_Description of the task_. Copy out the data that comes next, character for character, and leave the images aside.

_Recorded information_.

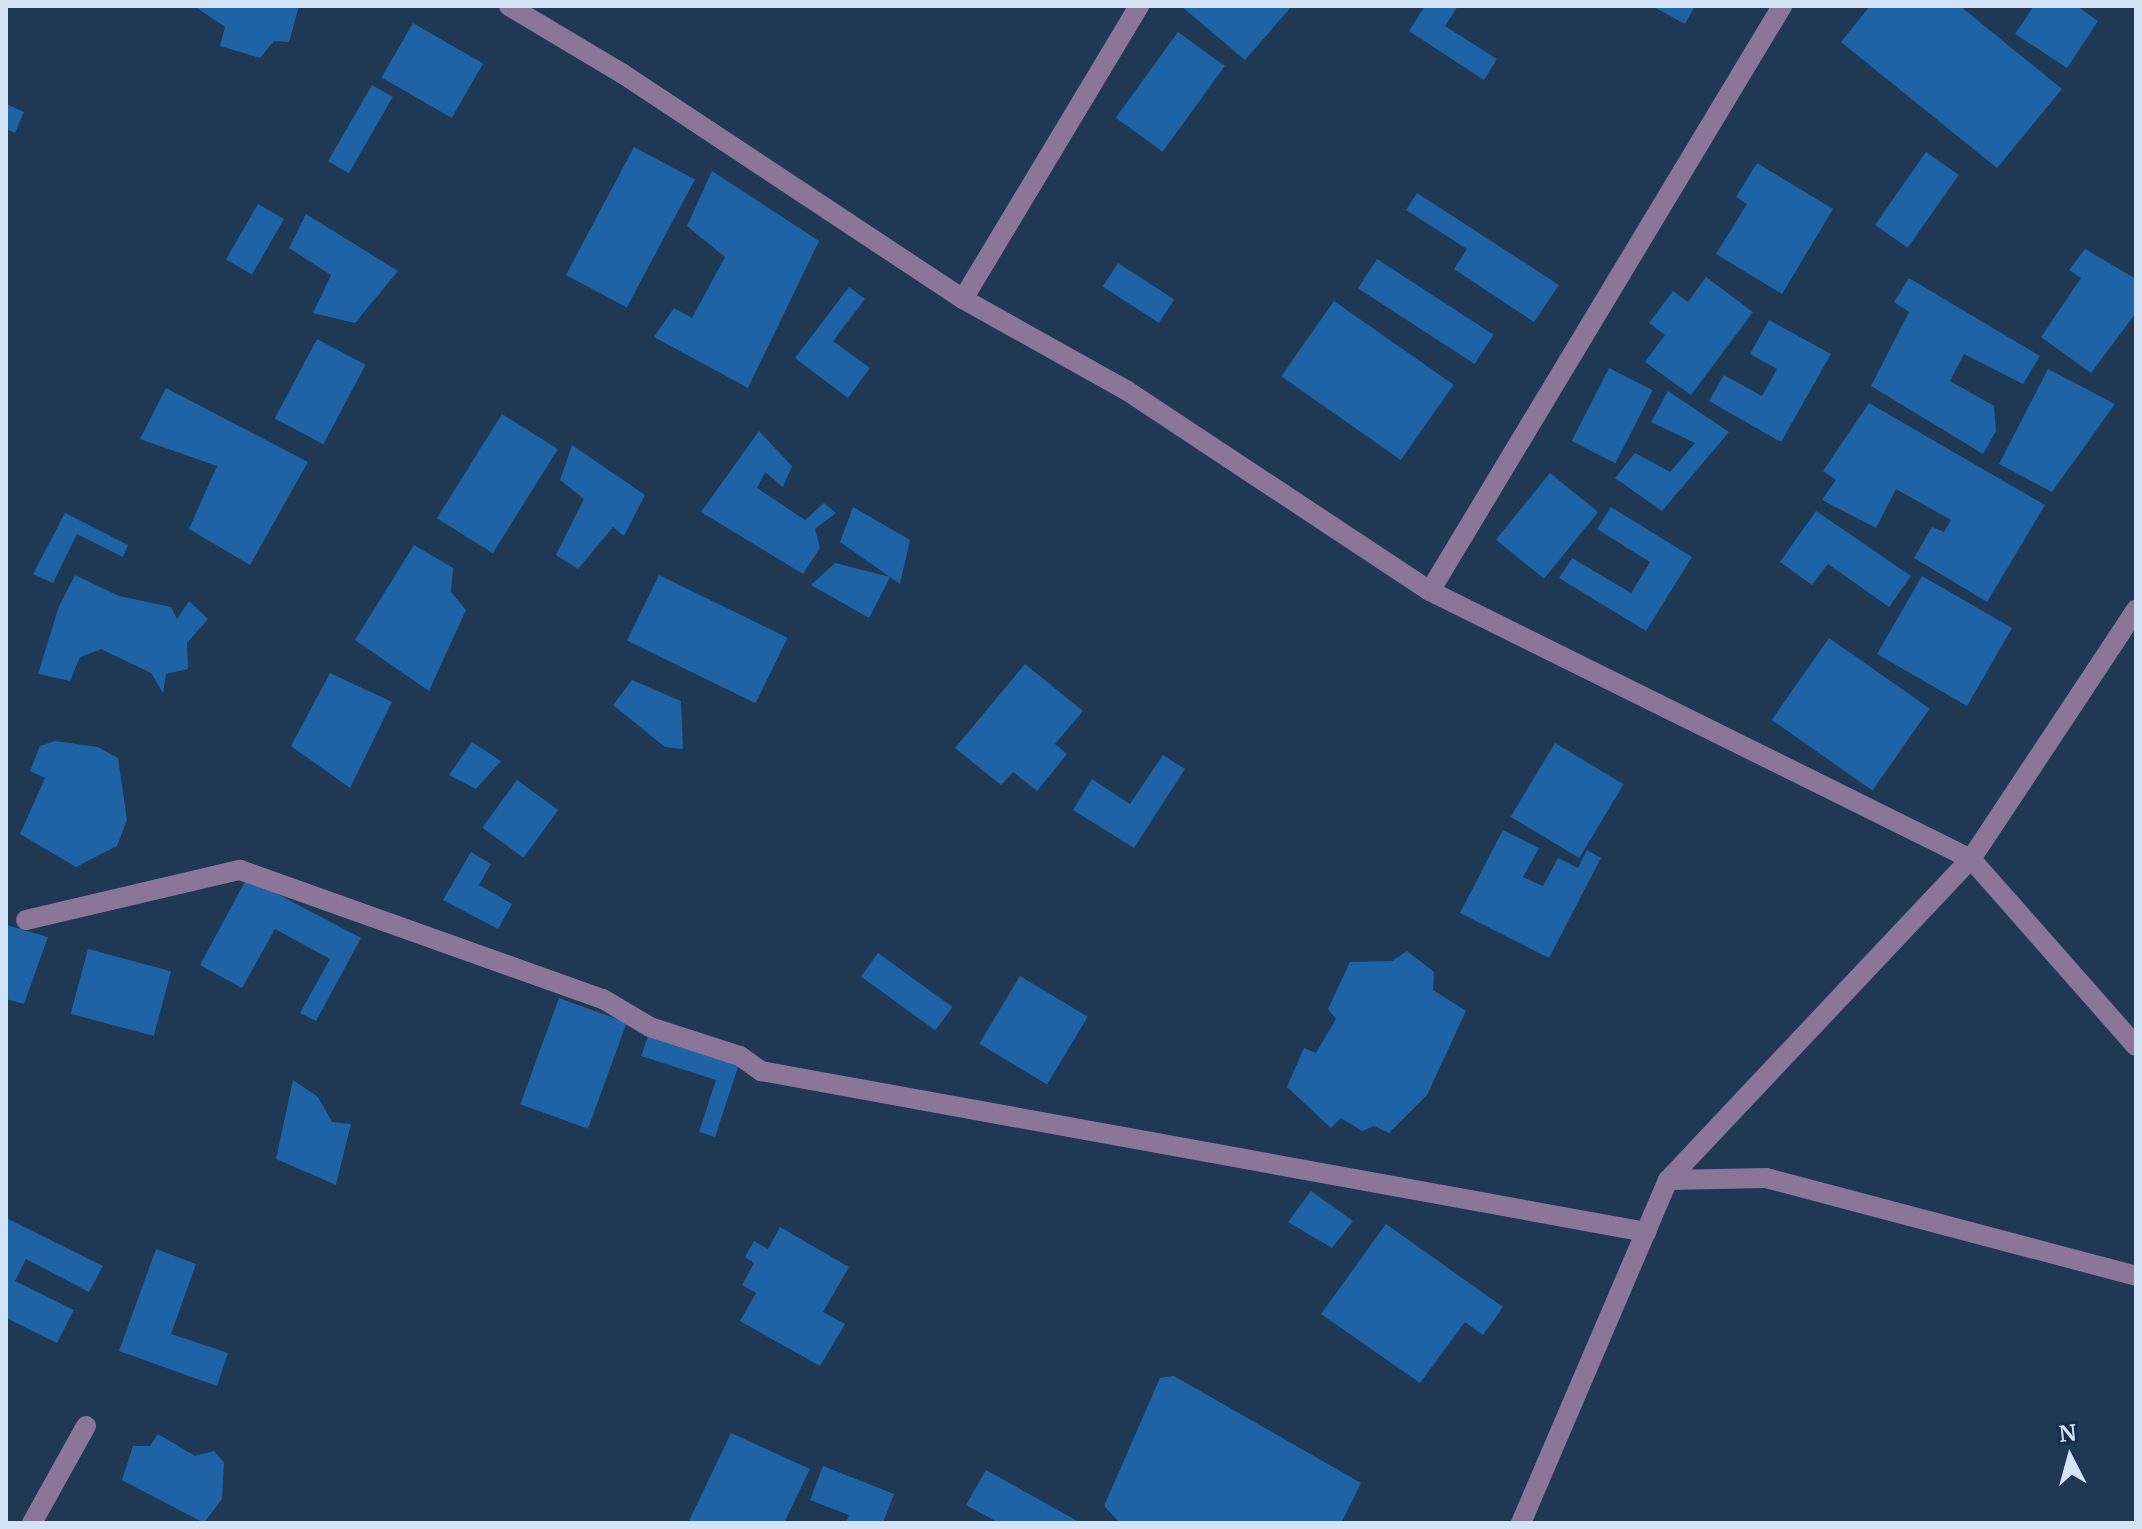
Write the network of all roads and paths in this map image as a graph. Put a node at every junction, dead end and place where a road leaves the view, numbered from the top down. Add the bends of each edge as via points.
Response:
1 (509, 6) edge
2 (1139, 6) edge
3 (1782, 6) edge
4 (963, 299) junction
5 (1430, 591) junction
6 (2136, 610) edge
7 (1971, 859) junction
8 (26, 920) dead end
9 (2136, 1046) edge
10 (1668, 1180) junction
11 (1646, 1232) junction
12 (2136, 1276) edge
13 (86, 1426) dead end
14 (32, 1523) edge
15 (1521, 1523) edge

1 - 4 street via 623,74
2 - 4 street
3 - 5 street
4 - 5 street via 1126,390
5 - 7 street
6 - 7 street
7 - 9 street
7 - 10 street
8 - 11 street via 240,870 603,999 650,1027 740,1056 761,1071
10 - 11 street
10 - 12 street via 1766,1178
11 - 15 street
13 - 14 street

_Solution below_.
Write the network of all roads and paths in this map image as a graph. Put a node at every junction, dead end and place where a road leaves the view, numbered from the top down. Add the bends of each edge as via points.
Response:
1 (509, 6) edge
2 (1139, 6) edge
3 (1782, 6) edge
4 (963, 299) junction
5 (1430, 591) junction
6 (2136, 610) edge
7 (1971, 859) junction
8 (26, 920) dead end
9 (2136, 1046) edge
10 (1668, 1180) junction
11 (1646, 1232) junction
12 (2136, 1276) edge
13 (86, 1426) dead end
14 (32, 1523) edge
15 (1521, 1523) edge

1 - 4 street via 623,74
2 - 4 street
3 - 5 street
4 - 5 street via 1126,390
5 - 7 street
6 - 7 street
7 - 9 street
7 - 10 street
8 - 11 street via 240,870 603,999 650,1027 740,1056 761,1071
10 - 11 street
10 - 12 street via 1766,1178
11 - 15 street
13 - 14 street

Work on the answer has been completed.